If I have the following code to read the number of paragraphs (Office.PARAGRAPH_COUNT
) from a PDF:
TikaInputStream pdfStream = TikaInputStream.get(new File("some-doc.pdf"));
ContentHandler handler = new DefaultContentHandler();
Metadata pdfMeta = new Metadata();
ParseContext pc = new ParseContext();
Parser parser = TikaConfig.getDefaultConfig().getParser();
parser.parse(pdfStream, handler, pdfMeta, pc);
int pdfParagraphCount = pdfMeta.getInt(Office.PARAGRAPH_COUNT);
Does Tika obtain pdfParagraphCount
:
- Simply by querying the PDF's metadata for the count?; or by
- Applying some "paragraph counting" algorithm to the parser as it reads the entire PDF?
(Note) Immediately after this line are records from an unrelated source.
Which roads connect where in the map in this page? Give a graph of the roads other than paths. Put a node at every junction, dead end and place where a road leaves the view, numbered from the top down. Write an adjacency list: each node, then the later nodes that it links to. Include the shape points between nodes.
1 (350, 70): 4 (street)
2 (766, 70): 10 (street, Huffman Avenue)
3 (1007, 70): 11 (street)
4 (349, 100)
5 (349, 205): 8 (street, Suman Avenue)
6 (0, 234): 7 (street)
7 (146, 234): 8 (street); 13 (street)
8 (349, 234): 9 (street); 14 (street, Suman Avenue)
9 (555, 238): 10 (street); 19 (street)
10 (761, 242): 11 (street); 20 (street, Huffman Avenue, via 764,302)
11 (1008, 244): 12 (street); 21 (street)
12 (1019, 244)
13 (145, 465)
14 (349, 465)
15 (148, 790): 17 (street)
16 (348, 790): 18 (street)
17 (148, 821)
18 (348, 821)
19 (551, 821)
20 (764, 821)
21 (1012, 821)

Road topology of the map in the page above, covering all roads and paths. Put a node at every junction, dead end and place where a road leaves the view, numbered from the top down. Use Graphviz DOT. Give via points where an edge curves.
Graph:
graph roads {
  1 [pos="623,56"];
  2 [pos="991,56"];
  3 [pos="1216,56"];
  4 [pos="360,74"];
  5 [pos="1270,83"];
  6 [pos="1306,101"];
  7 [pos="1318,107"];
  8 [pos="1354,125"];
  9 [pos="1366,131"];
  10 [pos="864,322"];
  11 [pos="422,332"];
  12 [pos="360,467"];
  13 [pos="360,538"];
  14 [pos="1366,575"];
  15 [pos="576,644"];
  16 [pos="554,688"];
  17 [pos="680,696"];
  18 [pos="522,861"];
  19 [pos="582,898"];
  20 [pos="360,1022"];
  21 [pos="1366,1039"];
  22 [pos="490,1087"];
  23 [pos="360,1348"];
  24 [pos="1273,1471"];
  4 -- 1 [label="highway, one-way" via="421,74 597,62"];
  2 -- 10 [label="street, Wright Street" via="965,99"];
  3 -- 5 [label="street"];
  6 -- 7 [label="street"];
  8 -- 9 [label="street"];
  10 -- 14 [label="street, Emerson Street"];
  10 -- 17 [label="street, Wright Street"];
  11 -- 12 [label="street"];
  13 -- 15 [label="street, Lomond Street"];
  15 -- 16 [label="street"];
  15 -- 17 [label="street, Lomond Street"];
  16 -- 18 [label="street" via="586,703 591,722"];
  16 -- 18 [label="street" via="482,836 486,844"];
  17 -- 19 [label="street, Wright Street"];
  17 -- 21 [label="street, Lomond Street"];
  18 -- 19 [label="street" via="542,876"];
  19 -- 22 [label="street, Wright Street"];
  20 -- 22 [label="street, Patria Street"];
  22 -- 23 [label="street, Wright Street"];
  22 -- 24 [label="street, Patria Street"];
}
If the former is the case, is the metadata field holding the count writeable? Meaning, could it be wrong? Could any joker with iText or PDFbox manipulate the field and make it incorrect?
Is there any way to get Tika to count the paragraphs (correctly, by applying some algorithm or strategy) as its reading the PDF file?
Essentially, I need the number of paragraphs in a PDF, and I need it to be dead accurate, with no chance or a corrupted/incorrect, writeable metadata field (as I do not produce the original PDF myself). Thanks in advance.